* GOAL OF THE EXERCISE
Using the records below, filter for lines that contain the string "Henry" and copy them out.
((
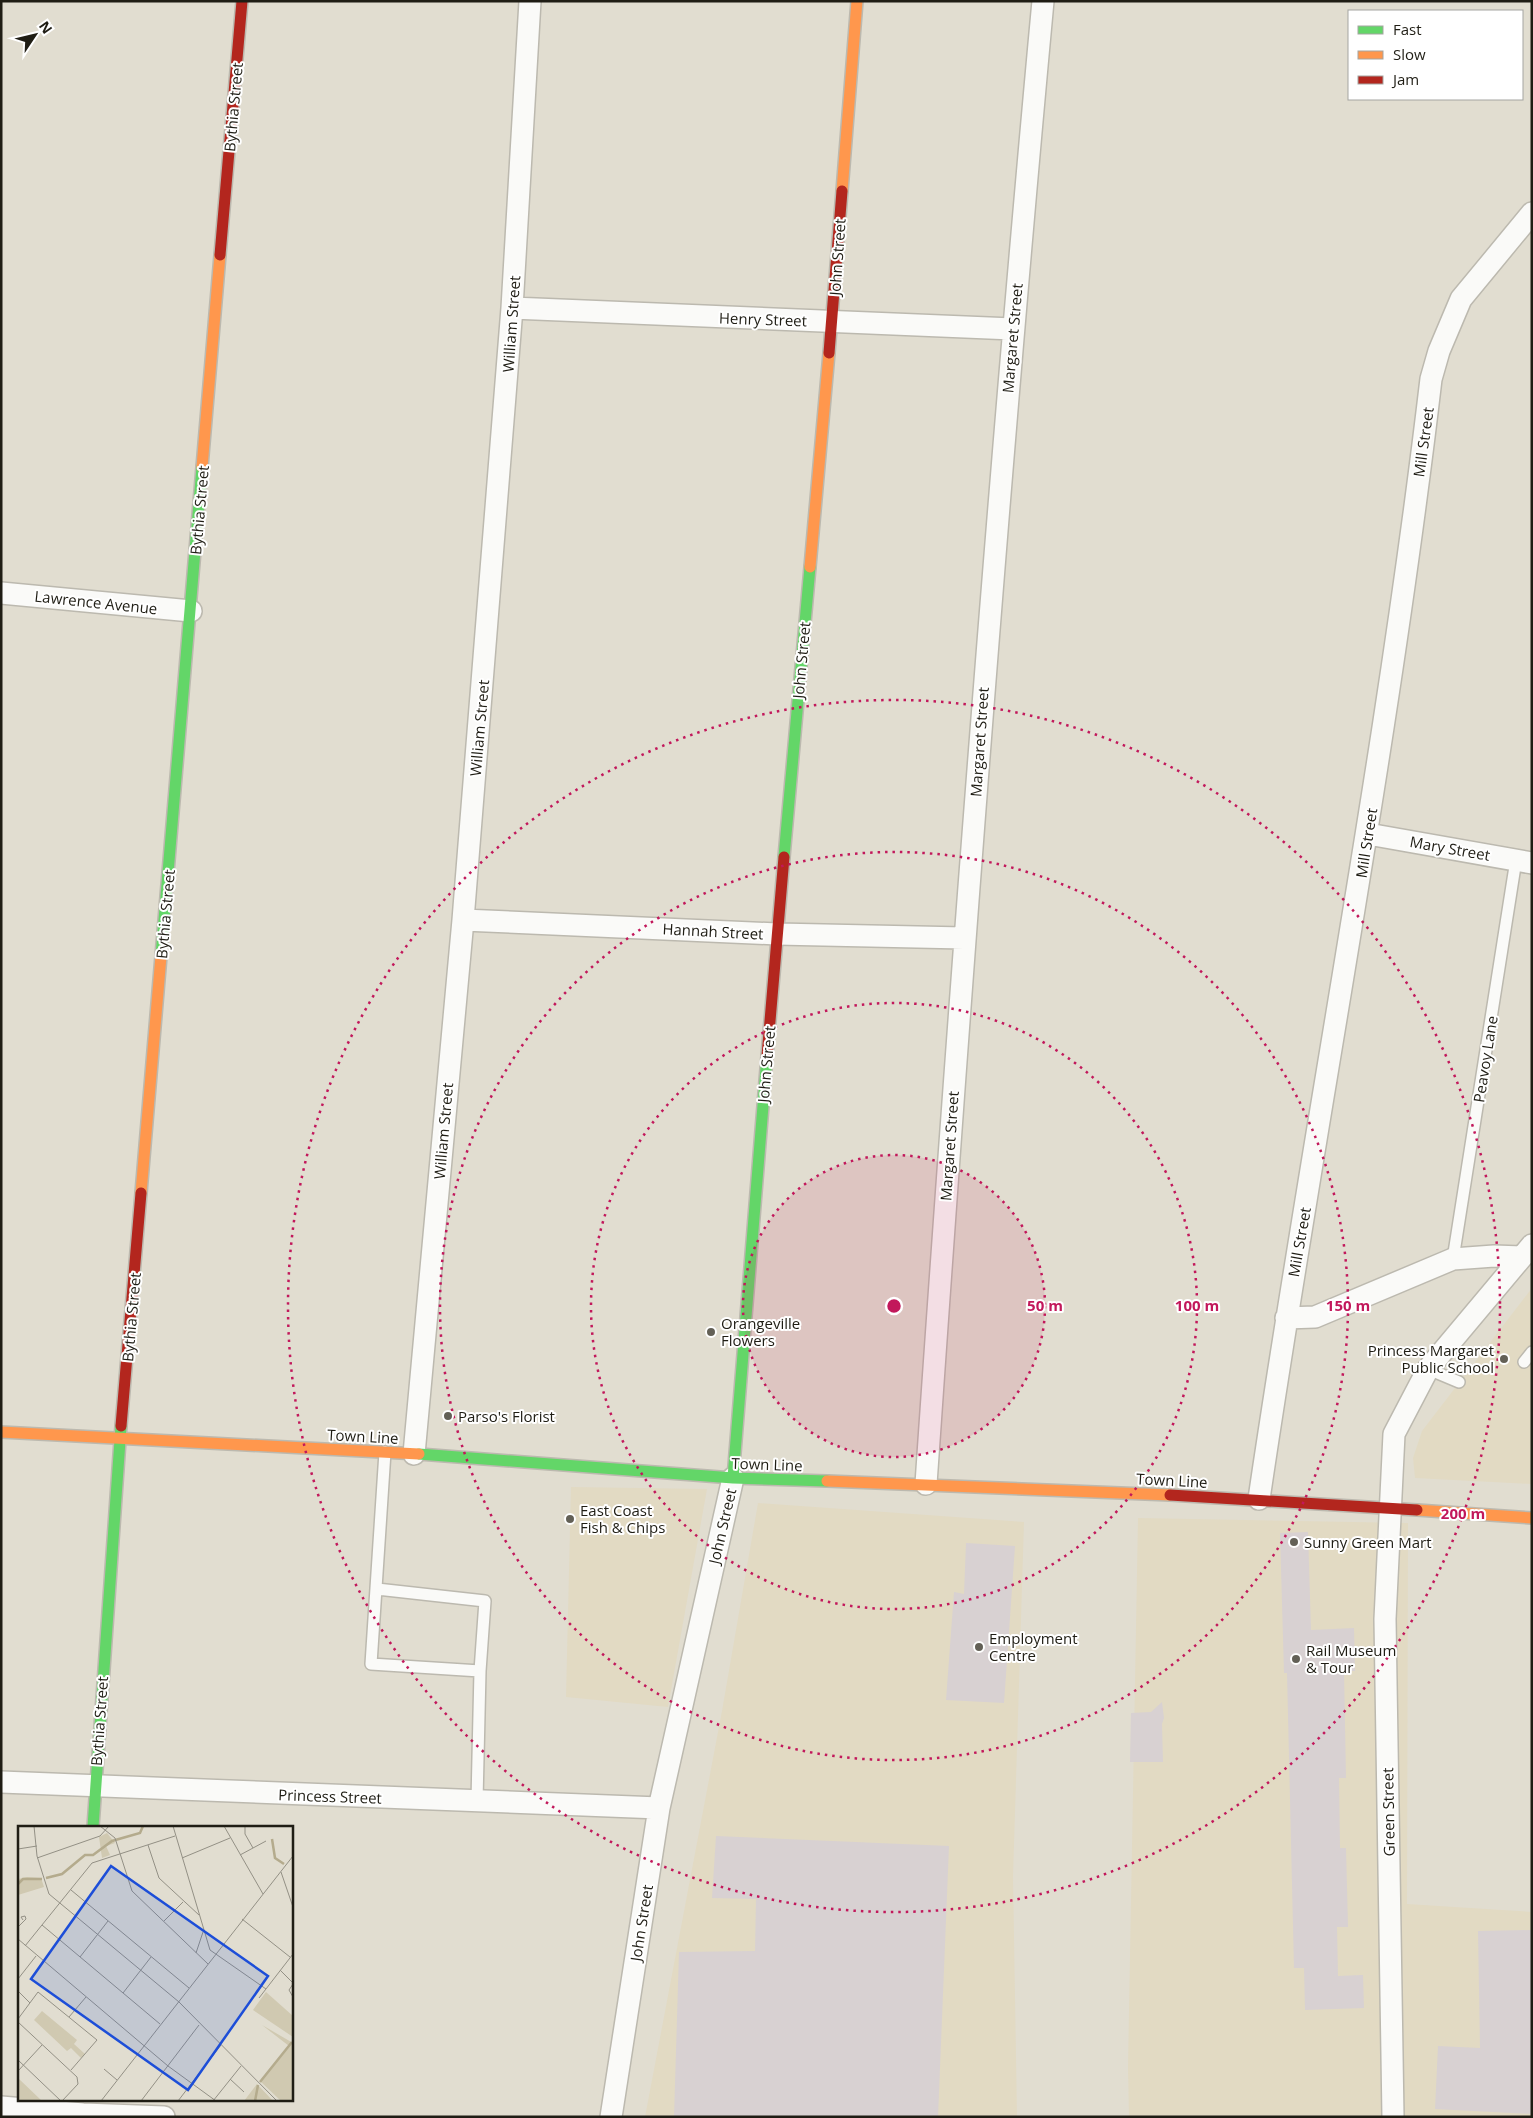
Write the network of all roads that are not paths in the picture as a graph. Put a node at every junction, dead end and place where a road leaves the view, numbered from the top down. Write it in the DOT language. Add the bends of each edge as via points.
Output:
graph roads {
  1 [pos="242,1"];
  2 [pos="530,1"];
  3 [pos="857,1"];
  4 [pos="1043,1"];
  5 [pos="1532,213"];
  6 [pos="512,308"];
  7 [pos="832,322"];
  8 [pos="1013,329"];
  9 [pos="1,593"];
  10 [pos="190,612"];
  11 [pos="1368,834"];
  12 [pos="1524,862"];
  13 [pos="463,920"];
  14 [pos="776,934"];
  15 [pos="964,938"];
  16 [pos="1528,1255"];
  17 [pos="1453,1259"];
  18 [pos="1286,1318"];
  19 [pos="1532,1352"];
  20 [pos="1524,1362"];
  21 [pos="1428,1369"];
  22 [pos="1459,1382"];
  23 [pos="1,1432"];
  24 [pos="120,1438"];
  25 [pos="385,1452"];
  26 [pos="414,1454"];
  27 [pos="733,1478"];
  28 [pos="926,1484"];
  29 [pos="1259,1500"];
  30 [pos="1390,1508"];
  31 [pos="1532,1518"];
  32 [pos="377,1589"];
  33 [pos="480,1671"];
  34 [pos="1,1782"];
  35 [pos="94,1787"];
  36 [pos="477,1801"];
  37 [pos="659,1808"];
  38 [pos="92,1826"];
  39 [pos="1,2107"];
  40 [pos="83,2110"];
  41 [pos="164,2117"];
  42 [pos="611,2117"];
  43 [pos="1393,2117"];
  1 -- 10 [label="main road, Bythia Street"];
  2 -- 6 [label="street, William Street"];
  3 -- 7 [label="main road, John Street"];
  4 -- 8 [label="street, Margaret Street"];
  5 -- 11 [label="street, Mill Street" via="1462,299 1432,378"];
  6 -- 7 [label="street, Henry Street"];
  6 -- 13 [label="street, William Street"];
  7 -- 8 [label="street, Henry Street"];
  7 -- 14 [label="main road, John Street"];
  8 -- 15 [label="street, Margaret Street"];
  9 -- 10 [label="street, Lawrence Avenue"];
  10 -- 24 [label="main road, Bythia Street"];
  11 -- 12 [label="street, Mary Street"];
  11 -- 18 [label="street, Mill Street"];
  12 -- 17 [label="lane, Peavoy Lane"];
  13 -- 14 [label="street, Hannah Street"];
  13 -- 26 [label="street, William Street"];
  14 -- 15 [label="street, Hannah Street"];
  14 -- 27 [label="main road, John Street"];
  15 -- 28 [label="street, Margaret Street"];
  16 -- 17 [label="street"];
  16 -- 21 [label="street, Green Street"];
  17 -- 18 [label="street" via="1315,1317"];
  18 -- 29 [label="street, Mill Street"];
  19 -- 20 [label="lane"];
  21 -- 22 [label="lane"];
  21 -- 30 [label="street, Green Street" via="1394,1434"];
  23 -- 24 [label="main road, Town Line"];
  24 -- 25 [label="main road, Town Line"];
  24 -- 35 [label="main road, Bythia Street"];
  25 -- 26 [label="main road, Town Line"];
  25 -- 32 [label="lane"];
  26 -- 27 [label="main road, Town Line"];
  27 -- 28 [label="main road, Town Line"];
  27 -- 37 [label="street, John Street"];
  28 -- 29 [label="main road, Town Line"];
  29 -- 30 [label="main road, Town Line"];
  30 -- 31 [label="main road, Town Line"];
  30 -- 43 [label="street, Green Street" via="1386,1619"];
  32 -- 33 [label="lane" via="485,1601"];
  32 -- 33 [label="lane" via="371,1664"];
  33 -- 36 [label="lane"];
  34 -- 35 [label="street, Princess Street"];
  35 -- 36 [label="street, Princess Street"];
  35 -- 38 [label="main road, Bythia Street"];
  36 -- 37 [label="street, Princess Street"];
  37 -- 42 [label="street, John Street"];
  39 -- 40 [label="street"];
  40 -- 41 [label="street"];
}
))
* WRITTEN RESPONSE
  6 -- 7 [label="street, Henry Street"];
  7 -- 8 [label="street, Henry Street"];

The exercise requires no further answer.